**Supplied material**.

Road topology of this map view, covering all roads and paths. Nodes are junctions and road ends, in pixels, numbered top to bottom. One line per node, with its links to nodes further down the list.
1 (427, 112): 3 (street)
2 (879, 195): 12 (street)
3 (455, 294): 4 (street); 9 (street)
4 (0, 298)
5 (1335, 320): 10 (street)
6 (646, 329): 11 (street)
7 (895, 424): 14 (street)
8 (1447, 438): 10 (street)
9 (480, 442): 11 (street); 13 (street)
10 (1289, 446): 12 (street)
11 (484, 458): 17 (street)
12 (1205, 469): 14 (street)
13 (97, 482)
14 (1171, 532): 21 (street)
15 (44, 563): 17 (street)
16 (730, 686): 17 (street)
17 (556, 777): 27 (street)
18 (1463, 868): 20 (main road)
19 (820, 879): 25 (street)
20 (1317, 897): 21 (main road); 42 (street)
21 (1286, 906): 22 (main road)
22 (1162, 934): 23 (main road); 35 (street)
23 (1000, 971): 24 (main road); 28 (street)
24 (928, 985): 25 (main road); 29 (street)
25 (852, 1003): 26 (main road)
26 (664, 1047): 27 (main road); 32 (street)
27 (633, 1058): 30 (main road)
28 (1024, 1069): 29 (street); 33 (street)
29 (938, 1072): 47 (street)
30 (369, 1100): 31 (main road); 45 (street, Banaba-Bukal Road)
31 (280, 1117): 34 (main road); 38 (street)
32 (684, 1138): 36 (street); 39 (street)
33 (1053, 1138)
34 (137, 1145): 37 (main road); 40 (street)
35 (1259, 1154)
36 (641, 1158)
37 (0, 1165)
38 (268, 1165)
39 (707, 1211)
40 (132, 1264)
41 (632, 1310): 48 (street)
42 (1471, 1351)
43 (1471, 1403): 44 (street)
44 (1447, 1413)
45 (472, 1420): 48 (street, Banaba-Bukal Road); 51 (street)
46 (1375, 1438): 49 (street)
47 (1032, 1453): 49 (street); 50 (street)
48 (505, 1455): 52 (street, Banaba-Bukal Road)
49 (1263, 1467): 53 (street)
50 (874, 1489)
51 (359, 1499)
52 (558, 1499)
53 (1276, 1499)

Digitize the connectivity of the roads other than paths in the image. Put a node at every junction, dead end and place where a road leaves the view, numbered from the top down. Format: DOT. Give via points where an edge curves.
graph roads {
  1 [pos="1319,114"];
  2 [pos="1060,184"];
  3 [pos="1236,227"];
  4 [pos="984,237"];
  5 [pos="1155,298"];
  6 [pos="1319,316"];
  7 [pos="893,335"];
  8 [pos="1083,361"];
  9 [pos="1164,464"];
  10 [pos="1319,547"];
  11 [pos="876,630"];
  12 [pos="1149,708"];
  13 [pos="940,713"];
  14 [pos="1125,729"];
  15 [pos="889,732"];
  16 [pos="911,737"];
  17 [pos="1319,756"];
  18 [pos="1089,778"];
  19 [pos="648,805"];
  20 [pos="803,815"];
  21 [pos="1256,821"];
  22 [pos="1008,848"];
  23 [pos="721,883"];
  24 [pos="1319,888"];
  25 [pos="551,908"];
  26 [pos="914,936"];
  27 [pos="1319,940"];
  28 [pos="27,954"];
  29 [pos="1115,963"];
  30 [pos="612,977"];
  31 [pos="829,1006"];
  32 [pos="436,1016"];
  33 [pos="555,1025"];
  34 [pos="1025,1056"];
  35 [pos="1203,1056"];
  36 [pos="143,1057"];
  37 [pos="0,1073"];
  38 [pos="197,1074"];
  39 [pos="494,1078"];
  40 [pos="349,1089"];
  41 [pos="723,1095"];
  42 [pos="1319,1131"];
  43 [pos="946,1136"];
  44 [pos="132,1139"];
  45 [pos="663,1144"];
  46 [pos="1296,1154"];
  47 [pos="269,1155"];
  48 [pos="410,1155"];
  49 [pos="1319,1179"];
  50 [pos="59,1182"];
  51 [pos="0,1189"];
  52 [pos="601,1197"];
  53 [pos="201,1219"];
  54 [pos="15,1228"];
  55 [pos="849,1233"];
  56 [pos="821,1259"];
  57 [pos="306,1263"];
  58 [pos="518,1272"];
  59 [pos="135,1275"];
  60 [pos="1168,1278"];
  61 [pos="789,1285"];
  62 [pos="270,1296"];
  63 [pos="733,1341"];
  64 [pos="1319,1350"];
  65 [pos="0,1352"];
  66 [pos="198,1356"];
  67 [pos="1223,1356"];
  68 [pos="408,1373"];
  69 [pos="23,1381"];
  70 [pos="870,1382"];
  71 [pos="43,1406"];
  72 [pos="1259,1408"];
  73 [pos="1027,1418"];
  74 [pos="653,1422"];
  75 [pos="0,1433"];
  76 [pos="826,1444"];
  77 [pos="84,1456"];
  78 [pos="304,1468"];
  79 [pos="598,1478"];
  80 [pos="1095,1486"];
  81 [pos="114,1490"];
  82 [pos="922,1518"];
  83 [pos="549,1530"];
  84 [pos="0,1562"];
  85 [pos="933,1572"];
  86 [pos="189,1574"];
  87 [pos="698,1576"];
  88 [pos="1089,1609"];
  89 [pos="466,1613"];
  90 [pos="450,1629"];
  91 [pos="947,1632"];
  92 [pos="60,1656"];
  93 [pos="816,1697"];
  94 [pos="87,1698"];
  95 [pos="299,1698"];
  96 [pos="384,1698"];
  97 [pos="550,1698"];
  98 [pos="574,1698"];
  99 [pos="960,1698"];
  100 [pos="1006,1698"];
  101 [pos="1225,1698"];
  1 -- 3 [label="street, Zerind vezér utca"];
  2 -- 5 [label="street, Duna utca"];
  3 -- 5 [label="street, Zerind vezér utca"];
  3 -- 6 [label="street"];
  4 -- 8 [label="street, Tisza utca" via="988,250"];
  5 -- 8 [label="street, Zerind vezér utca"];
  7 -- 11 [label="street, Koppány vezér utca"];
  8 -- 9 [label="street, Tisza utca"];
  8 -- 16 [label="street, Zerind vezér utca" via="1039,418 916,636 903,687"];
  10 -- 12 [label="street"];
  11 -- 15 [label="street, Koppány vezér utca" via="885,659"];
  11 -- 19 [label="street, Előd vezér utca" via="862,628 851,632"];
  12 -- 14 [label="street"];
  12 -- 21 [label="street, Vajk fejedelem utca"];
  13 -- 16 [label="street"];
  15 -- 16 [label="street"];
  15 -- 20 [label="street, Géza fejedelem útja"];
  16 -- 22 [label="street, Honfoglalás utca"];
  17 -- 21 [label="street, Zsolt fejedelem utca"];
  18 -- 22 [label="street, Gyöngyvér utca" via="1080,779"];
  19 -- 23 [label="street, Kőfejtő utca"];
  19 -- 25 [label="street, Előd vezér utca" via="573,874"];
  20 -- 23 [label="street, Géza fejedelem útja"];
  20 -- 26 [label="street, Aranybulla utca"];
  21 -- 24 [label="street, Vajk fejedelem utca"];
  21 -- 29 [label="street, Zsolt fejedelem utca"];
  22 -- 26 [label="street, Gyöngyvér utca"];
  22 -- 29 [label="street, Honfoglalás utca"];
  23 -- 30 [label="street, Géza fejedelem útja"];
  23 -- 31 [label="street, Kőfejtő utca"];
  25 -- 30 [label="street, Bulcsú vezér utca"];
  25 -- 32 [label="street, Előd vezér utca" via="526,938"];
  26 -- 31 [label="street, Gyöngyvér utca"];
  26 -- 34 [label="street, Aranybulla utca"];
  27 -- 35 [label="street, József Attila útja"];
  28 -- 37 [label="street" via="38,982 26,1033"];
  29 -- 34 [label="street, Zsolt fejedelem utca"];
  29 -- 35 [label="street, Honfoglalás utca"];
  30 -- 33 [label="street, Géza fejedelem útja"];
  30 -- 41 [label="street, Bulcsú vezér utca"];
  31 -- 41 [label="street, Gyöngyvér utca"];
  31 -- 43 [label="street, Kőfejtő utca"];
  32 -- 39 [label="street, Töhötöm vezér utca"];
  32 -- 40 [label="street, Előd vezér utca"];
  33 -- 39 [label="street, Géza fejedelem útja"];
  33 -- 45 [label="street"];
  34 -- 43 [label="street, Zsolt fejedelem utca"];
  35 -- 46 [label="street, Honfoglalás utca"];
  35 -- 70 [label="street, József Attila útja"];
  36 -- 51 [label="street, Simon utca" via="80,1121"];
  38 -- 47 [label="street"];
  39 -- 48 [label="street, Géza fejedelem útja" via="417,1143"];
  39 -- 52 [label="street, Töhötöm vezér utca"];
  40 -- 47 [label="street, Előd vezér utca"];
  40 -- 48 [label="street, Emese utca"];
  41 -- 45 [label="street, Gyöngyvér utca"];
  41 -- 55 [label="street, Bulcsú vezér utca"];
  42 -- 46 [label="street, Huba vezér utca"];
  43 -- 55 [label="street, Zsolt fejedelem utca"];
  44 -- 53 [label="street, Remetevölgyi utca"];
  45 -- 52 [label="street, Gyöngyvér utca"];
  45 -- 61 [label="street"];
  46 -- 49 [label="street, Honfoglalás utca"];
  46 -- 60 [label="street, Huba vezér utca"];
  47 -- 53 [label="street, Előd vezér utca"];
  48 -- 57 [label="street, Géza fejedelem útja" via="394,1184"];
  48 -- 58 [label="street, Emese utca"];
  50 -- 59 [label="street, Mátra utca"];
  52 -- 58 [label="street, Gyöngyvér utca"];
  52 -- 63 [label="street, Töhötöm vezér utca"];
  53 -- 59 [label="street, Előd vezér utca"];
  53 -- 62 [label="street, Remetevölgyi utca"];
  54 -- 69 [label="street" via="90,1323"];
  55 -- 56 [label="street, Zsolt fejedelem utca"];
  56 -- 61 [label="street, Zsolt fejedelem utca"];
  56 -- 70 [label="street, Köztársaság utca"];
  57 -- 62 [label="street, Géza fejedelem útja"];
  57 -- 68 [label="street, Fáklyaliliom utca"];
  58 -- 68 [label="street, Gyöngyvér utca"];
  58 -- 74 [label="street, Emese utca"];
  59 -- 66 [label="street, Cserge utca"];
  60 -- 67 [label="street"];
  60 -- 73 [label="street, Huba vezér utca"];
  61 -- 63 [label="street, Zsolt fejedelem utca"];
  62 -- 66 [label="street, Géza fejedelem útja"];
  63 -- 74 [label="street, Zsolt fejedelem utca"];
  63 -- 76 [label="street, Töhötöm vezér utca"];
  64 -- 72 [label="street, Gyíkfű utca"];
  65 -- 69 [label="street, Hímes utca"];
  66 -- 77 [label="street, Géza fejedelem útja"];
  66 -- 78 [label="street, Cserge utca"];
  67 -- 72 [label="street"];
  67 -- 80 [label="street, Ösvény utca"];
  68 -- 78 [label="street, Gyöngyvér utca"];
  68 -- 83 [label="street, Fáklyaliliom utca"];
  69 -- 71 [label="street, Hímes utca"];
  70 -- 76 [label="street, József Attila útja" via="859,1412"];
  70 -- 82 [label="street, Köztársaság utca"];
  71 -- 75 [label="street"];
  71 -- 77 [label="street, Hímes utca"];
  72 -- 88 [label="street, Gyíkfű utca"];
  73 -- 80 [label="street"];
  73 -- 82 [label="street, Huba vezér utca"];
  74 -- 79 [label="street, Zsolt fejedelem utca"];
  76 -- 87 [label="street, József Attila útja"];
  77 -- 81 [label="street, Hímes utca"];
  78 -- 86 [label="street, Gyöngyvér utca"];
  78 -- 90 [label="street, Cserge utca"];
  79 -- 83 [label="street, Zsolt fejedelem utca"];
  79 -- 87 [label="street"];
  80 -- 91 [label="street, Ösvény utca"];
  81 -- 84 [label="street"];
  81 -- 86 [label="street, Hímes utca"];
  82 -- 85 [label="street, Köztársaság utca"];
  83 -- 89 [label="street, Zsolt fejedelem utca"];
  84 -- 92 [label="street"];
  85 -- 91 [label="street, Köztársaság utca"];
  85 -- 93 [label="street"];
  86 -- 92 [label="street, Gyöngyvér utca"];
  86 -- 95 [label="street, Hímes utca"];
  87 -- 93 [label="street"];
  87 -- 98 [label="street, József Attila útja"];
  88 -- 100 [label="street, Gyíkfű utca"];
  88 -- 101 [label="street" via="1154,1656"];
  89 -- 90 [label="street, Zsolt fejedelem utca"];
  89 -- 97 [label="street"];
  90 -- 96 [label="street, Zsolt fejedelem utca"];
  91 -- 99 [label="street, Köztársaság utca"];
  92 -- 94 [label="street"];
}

**Exercise description**.
Go line by line through the data and copy any that contain "down".

**Response**.
Road topology of this map view, covering all roads and paths. Nodes are junctions and road ends, in pixels, numbered top to bottom. One line per node, with its links to nodes further down the list.
Digitize the connectivity of the roads other than paths in the image. Put a node at every junction, dead end and place where a road leaves the view, numbered from the top down. Format: DOT. Give via points where an edge curves.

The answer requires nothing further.